§ **Action item**: Go through the entries below and work out how many lines include "main"; give only that number.

§ **Provided data**:
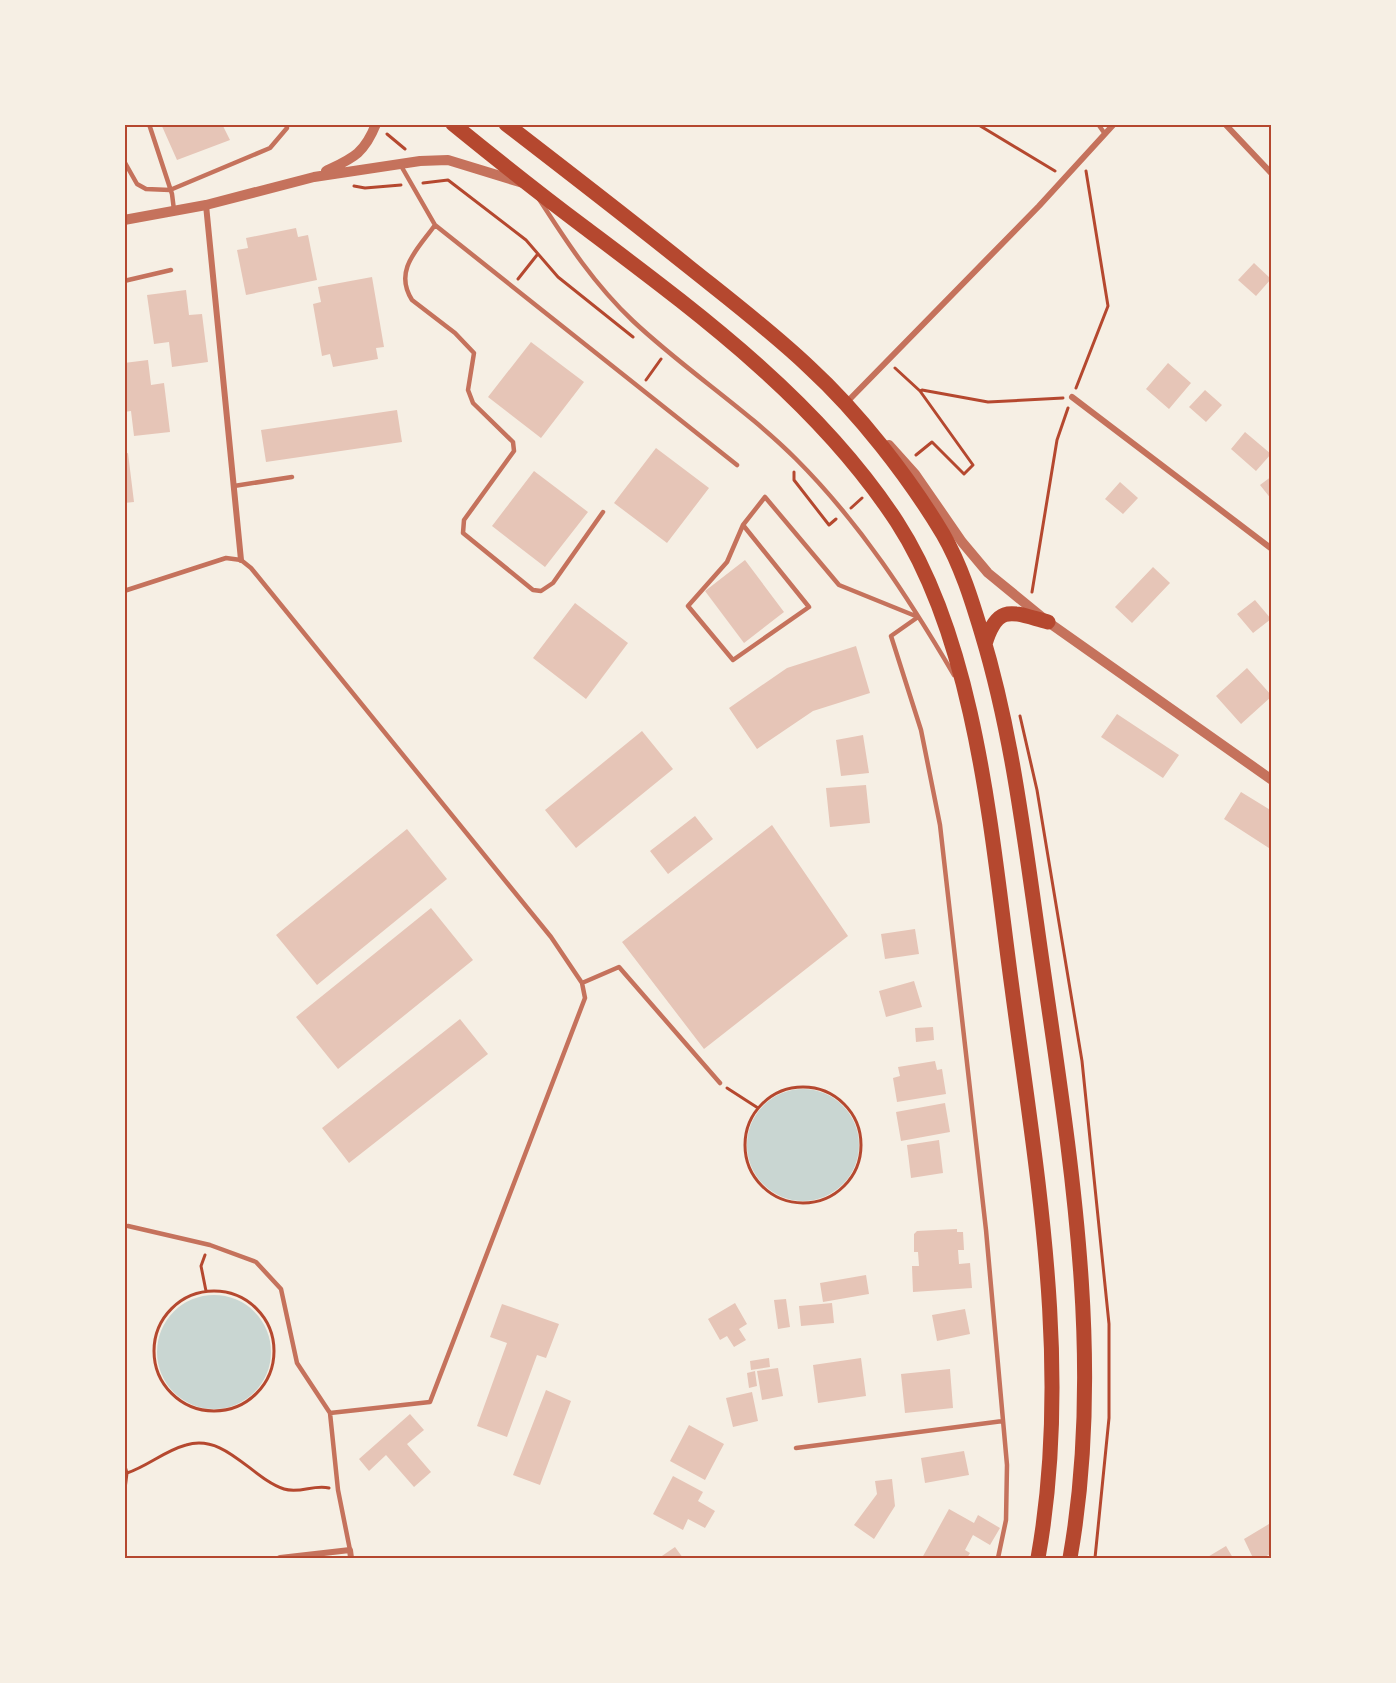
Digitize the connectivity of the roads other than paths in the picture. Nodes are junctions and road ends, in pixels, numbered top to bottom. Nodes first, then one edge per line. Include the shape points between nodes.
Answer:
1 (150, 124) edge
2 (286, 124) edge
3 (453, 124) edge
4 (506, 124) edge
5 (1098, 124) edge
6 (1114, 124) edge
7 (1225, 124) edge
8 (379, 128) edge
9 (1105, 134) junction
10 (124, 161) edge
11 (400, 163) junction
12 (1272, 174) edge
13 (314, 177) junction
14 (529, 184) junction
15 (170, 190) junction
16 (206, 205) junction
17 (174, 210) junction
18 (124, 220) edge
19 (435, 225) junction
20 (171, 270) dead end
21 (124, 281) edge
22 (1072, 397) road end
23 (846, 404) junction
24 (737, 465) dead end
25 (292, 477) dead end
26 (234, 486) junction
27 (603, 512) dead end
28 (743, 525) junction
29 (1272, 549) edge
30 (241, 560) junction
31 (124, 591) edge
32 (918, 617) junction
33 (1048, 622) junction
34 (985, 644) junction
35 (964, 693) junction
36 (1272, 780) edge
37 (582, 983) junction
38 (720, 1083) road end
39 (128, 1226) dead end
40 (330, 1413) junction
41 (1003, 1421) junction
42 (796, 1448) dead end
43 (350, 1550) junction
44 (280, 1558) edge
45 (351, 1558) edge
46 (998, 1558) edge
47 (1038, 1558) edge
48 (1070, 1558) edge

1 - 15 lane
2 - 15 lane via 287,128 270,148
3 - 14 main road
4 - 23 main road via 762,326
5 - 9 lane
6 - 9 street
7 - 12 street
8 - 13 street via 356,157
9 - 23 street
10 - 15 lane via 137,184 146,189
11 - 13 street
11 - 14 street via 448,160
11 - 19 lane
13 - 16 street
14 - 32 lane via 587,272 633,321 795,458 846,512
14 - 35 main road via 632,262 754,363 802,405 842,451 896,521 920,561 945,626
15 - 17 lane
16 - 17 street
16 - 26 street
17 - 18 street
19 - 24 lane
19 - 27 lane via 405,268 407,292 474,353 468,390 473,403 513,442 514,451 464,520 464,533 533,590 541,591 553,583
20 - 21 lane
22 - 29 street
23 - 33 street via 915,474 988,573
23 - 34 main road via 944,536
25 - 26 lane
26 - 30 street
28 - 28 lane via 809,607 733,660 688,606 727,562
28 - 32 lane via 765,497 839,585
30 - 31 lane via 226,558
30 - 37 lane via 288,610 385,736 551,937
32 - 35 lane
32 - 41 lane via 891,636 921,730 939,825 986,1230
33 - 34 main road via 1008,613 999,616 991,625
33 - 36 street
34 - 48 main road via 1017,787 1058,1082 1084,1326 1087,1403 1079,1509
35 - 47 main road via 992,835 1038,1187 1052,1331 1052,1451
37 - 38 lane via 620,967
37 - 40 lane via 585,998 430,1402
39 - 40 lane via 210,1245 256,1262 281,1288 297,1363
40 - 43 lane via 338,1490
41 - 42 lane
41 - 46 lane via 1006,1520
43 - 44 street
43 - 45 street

§ **Solution for this exercise**: 7